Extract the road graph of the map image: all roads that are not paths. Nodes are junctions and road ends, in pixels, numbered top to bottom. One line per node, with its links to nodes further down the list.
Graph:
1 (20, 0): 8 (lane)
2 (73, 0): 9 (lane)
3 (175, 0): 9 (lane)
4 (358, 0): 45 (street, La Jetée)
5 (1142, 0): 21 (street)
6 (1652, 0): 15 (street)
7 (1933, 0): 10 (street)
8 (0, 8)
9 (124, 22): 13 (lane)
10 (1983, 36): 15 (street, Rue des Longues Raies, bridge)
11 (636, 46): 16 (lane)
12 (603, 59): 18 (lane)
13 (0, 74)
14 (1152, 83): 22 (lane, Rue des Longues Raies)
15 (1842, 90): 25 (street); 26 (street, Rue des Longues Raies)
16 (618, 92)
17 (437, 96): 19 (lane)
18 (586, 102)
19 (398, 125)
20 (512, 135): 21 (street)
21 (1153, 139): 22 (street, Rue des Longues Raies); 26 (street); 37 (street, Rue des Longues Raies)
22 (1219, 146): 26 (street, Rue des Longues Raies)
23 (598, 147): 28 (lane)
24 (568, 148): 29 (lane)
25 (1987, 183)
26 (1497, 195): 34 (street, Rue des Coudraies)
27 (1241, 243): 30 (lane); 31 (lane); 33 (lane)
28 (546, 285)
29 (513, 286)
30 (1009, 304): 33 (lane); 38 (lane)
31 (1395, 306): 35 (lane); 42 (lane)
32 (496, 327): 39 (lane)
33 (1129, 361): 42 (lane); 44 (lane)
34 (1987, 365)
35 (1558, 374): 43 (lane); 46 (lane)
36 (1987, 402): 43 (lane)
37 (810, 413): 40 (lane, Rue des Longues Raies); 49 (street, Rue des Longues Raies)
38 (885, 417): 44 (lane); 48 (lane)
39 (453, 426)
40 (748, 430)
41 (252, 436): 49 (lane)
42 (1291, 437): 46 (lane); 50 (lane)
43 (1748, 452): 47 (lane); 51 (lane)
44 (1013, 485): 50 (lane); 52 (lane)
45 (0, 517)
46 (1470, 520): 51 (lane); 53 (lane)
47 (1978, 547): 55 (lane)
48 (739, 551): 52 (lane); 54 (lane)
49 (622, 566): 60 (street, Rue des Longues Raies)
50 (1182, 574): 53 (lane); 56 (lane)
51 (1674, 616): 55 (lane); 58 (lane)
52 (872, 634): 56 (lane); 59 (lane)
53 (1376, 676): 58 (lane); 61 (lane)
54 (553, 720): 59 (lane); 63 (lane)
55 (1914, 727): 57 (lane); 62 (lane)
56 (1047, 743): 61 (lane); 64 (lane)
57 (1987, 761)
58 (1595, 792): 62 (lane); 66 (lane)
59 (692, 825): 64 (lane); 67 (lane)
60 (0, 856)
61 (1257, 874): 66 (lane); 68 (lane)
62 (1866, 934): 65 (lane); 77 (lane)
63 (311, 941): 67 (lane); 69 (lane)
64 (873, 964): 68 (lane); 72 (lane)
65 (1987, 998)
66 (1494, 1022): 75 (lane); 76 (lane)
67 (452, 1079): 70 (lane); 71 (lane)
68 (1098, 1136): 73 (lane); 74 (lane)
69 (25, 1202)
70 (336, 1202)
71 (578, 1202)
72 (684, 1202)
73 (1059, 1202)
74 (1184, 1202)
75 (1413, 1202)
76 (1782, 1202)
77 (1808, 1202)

• • • •

__Task to complete__
Print all of the entries exactly as they appear.

__Your response__
Extract the road graph of the map image: all roads that are not paths. Nodes are junctions and road ends, in pixels, numbered top to bottom. One line per node, with its links to nodes further down the list.
Graph:
1 (20, 0): 8 (lane)
2 (73, 0): 9 (lane)
3 (175, 0): 9 (lane)
4 (358, 0): 45 (street, La Jetée)
5 (1142, 0): 21 (street)
6 (1652, 0): 15 (street)
7 (1933, 0): 10 (street)
8 (0, 8)
9 (124, 22): 13 (lane)
10 (1983, 36): 15 (street, Rue des Longues Raies, bridge)
11 (636, 46): 16 (lane)
12 (603, 59): 18 (lane)
13 (0, 74)
14 (1152, 83): 22 (lane, Rue des Longues Raies)
15 (1842, 90): 25 (street); 26 (street, Rue des Longues Raies)
16 (618, 92)
17 (437, 96): 19 (lane)
18 (586, 102)
19 (398, 125)
20 (512, 135): 21 (street)
21 (1153, 139): 22 (street, Rue des Longues Raies); 26 (street); 37 (street, Rue des Longues Raies)
22 (1219, 146): 26 (street, Rue des Longues Raies)
23 (598, 147): 28 (lane)
24 (568, 148): 29 (lane)
25 (1987, 183)
26 (1497, 195): 34 (street, Rue des Coudraies)
27 (1241, 243): 30 (lane); 31 (lane); 33 (lane)
28 (546, 285)
29 (513, 286)
30 (1009, 304): 33 (lane); 38 (lane)
31 (1395, 306): 35 (lane); 42 (lane)
32 (496, 327): 39 (lane)
33 (1129, 361): 42 (lane); 44 (lane)
34 (1987, 365)
35 (1558, 374): 43 (lane); 46 (lane)
36 (1987, 402): 43 (lane)
37 (810, 413): 40 (lane, Rue des Longues Raies); 49 (street, Rue des Longues Raies)
38 (885, 417): 44 (lane); 48 (lane)
39 (453, 426)
40 (748, 430)
41 (252, 436): 49 (lane)
42 (1291, 437): 46 (lane); 50 (lane)
43 (1748, 452): 47 (lane); 51 (lane)
44 (1013, 485): 50 (lane); 52 (lane)
45 (0, 517)
46 (1470, 520): 51 (lane); 53 (lane)
47 (1978, 547): 55 (lane)
48 (739, 551): 52 (lane); 54 (lane)
49 (622, 566): 60 (street, Rue des Longues Raies)
50 (1182, 574): 53 (lane); 56 (lane)
51 (1674, 616): 55 (lane); 58 (lane)
52 (872, 634): 56 (lane); 59 (lane)
53 (1376, 676): 58 (lane); 61 (lane)
54 (553, 720): 59 (lane); 63 (lane)
55 (1914, 727): 57 (lane); 62 (lane)
56 (1047, 743): 61 (lane); 64 (lane)
57 (1987, 761)
58 (1595, 792): 62 (lane); 66 (lane)
59 (692, 825): 64 (lane); 67 (lane)
60 (0, 856)
61 (1257, 874): 66 (lane); 68 (lane)
62 (1866, 934): 65 (lane); 77 (lane)
63 (311, 941): 67 (lane); 69 (lane)
64 (873, 964): 68 (lane); 72 (lane)
65 (1987, 998)
66 (1494, 1022): 75 (lane); 76 (lane)
67 (452, 1079): 70 (lane); 71 (lane)
68 (1098, 1136): 73 (lane); 74 (lane)
69 (25, 1202)
70 (336, 1202)
71 (578, 1202)
72 (684, 1202)
73 (1059, 1202)
74 (1184, 1202)
75 (1413, 1202)
76 (1782, 1202)
77 (1808, 1202)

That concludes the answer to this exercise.